How do we deal with death after STHF? In the mid-1300s, the Black Plague was a macabre example of diseases in a SHTF situation, with thousands dying daily and corpses piling up to be collected by body collectors — the Monty Python sketch with the man shouting, “Bring out your dead!” isn’t far from the truth — and then buried in mass graves, layers of dirt and bodies alternating until there was no more room.
So when contemplating TEOTWAWKI, it’s only natural that death and dying would be on your mind. Death presents some interesting challenges, depending on the type of SHTF event in question. How prepared are you?
Let’s look at a few scenarios:
- An epidemic
- A gigantic earthquake
- The absolutely certain
What Would Diseases in a SHTF Situation Look Like?
An Epidemic – It doesn’t matter what the disease is. The hospitals have enough beds for the first what, 300 patients? 500? Maybe the first 1,000, at a large hospital. Eventually families will have to deal with the dead and dying on their own. Having enough medical supplies to comfortably house and care for the sick and the dying takes more than any grocery store first-aid kit will supply.

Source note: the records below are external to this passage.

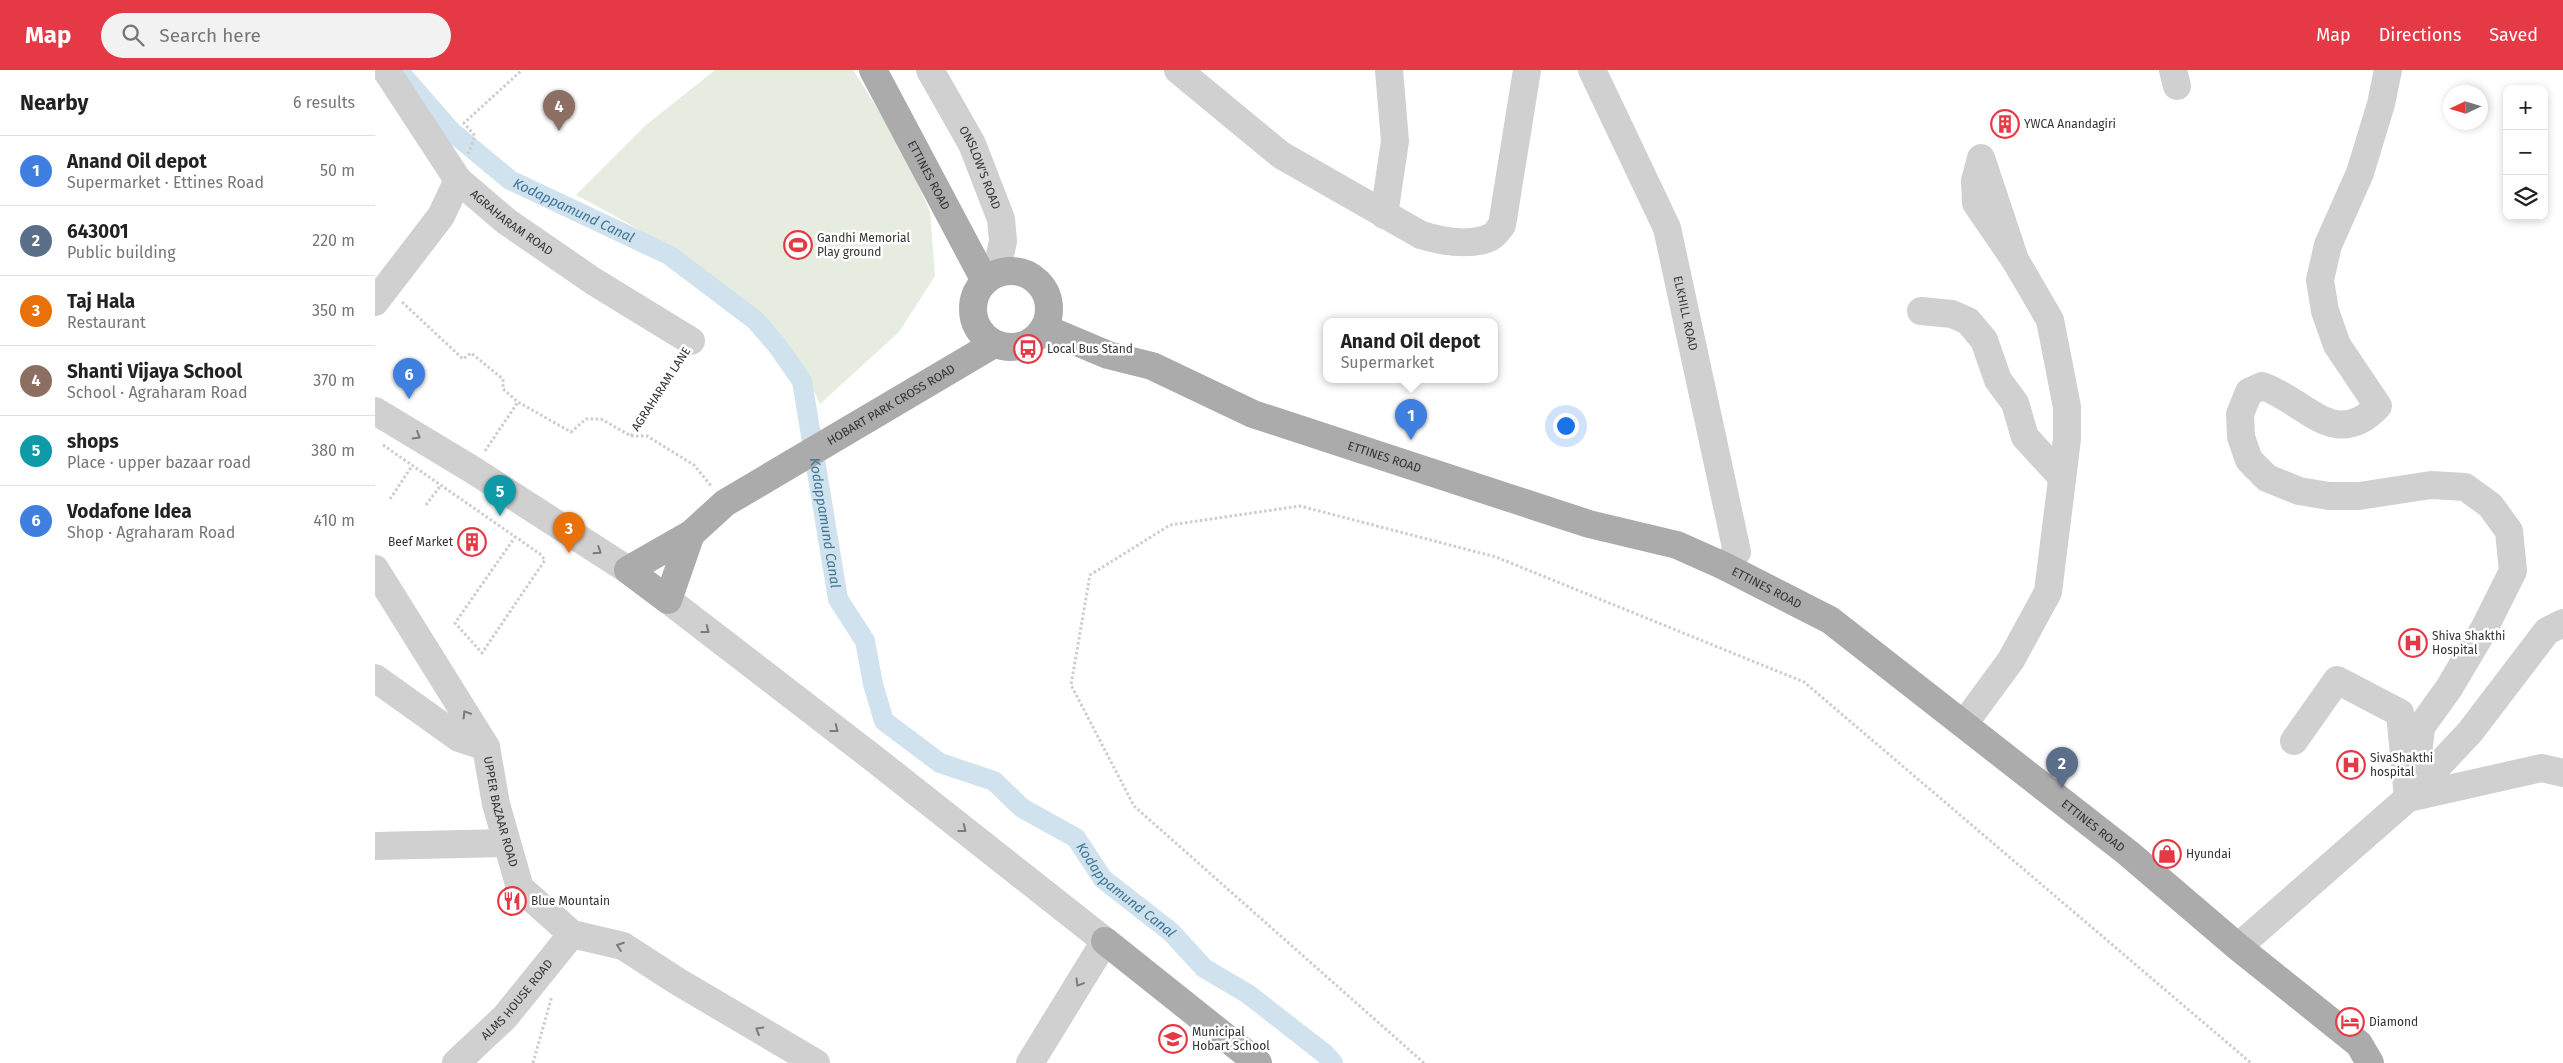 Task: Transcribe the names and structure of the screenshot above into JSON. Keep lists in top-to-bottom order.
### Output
{
  "streets": {
    "main road": ["ETTINES ROAD", "HOBART PARK CROSS ROAD"],
    "street": [
      "ONSLOW'S ROAD",
      "AGRAHARAM ROAD",
      "ELKHILL ROAD",
      "UPPER BAZAAR ROAD",
      "ALMS HOUSE ROAD"
    ],
    "path": ["AGRAHARAM LANE"]
  },
  "crossings": [
    ["ONSLOW'S ROAD", "ETTINES ROAD"],
    ["ONSLOW'S ROAD", "HOBART PARK CROSS ROAD"],
    ["ETTINES ROAD", "ELKHILL ROAD"],
    ["ETTINES ROAD", "HOBART PARK CROSS ROAD"],
    ["AGRAHARAM ROAD", "AGRAHARAM LANE"],
    ["AGRAHARAM LANE", "HOBART PARK CROSS ROAD"],
    ["UPPER BAZAAR ROAD", "ALMS HOUSE ROAD"]
  ],
  "water": ["Kodappamund Canal"],
  "places": {
    "building": ["YWCA Anandagiri", "Beef Market"],
    "sports": ["Gandhi Memorial Play ground"],
    "bus stop": ["Local Bus Stand"],
    "hospital": ["Shiva Shakthi Hospital", "SivaShakthi hospital"],
    "shop": ["Hyundai"],
    "restaurant": ["Blue Mountain"],
    "hotel": ["Diamond"],
    "school or university": ["Municipal Hobart School"]
  },
  "north": "left",
  "page": {
    "header": "Map",
    "search": "Search here",
    "nav": ["Map", "Directions", "Saved"],
    "heading": ["Nearby", "6 results"],
    "map_buttons": ["+", "−"],
    "pins": [
      "4",
      "6",
      "1",
      "5",
      "3",
      "2"
    ],
    "list": [
      {
        "mark": "1",
        "name": "Anand Oil depot",
        "note": "Supermarket · Ettines Road",
        "value": "50 m"
      },
      {
        "mark": "2",
        "name": "643001",
        "note": "Public building",
        "value": "220 m"
      },
      {
        "mark": "3",
        "name": "Taj Hala",
        "note": "Restaurant",
        "value": "350 m"
      },
      {
        "mark": "4",
        "name": "Shanti Vijaya School",
        "note": "School · Agraharam Road",
        "value": "370 m"
      },
      {
        "mark": "5",
        "name": "shops",
        "note": "Place · upper bazaar road",
        "value": "380 m"
      },
      {
        "mark": "6",
        "name": "Vodafone Idea",
        "note": "Shop · Agraharam Road",
        "value": "410 m"
      }
    ],
    "popup": ["Anand Oil depot", "Supermarket"]
  }
}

You should know how to make and administer oral rehydration solutions. As long as you store sugar and salt, you can make your own. You should have sufficient masks for a two-week (or more) quarantine. And you’ll need a way to clean and sanitize lots of laundry. Your community needs a place in which to bury all the victims to avoid recirculating the disease. If funeral homes themselves shut down due to illness, or from excessive demand, you and I will have to familiarize ourselves quickly with the realities and responsibilities of dealing with death.
How Many Deaths Would Result from a SHTF Earthquake?
A Large Earthquake – The Midwest is due for one, the San Andreas is due for one; it could happen. Hospitals, funeral homes, and morgues would all be in the same danger as every other structure during an earthquake. Victims would be hard to find in the immense piles of rubble. The immediate need would be to tally and identify the dead, so that authorities can account for the living. There would be no sense in assuming someone is dead, if in fact they are alive and in need of help. But in the worst case, tattoos, piercings, and scars can all help with identification if dental records aren’t available. Knowledge of tourniquets, pressure bandages, head injury care, and bone splinting would all be valuable, above and beyond traditional first aid. Note: see SHTF Blog’s article on first aid procedures you should know.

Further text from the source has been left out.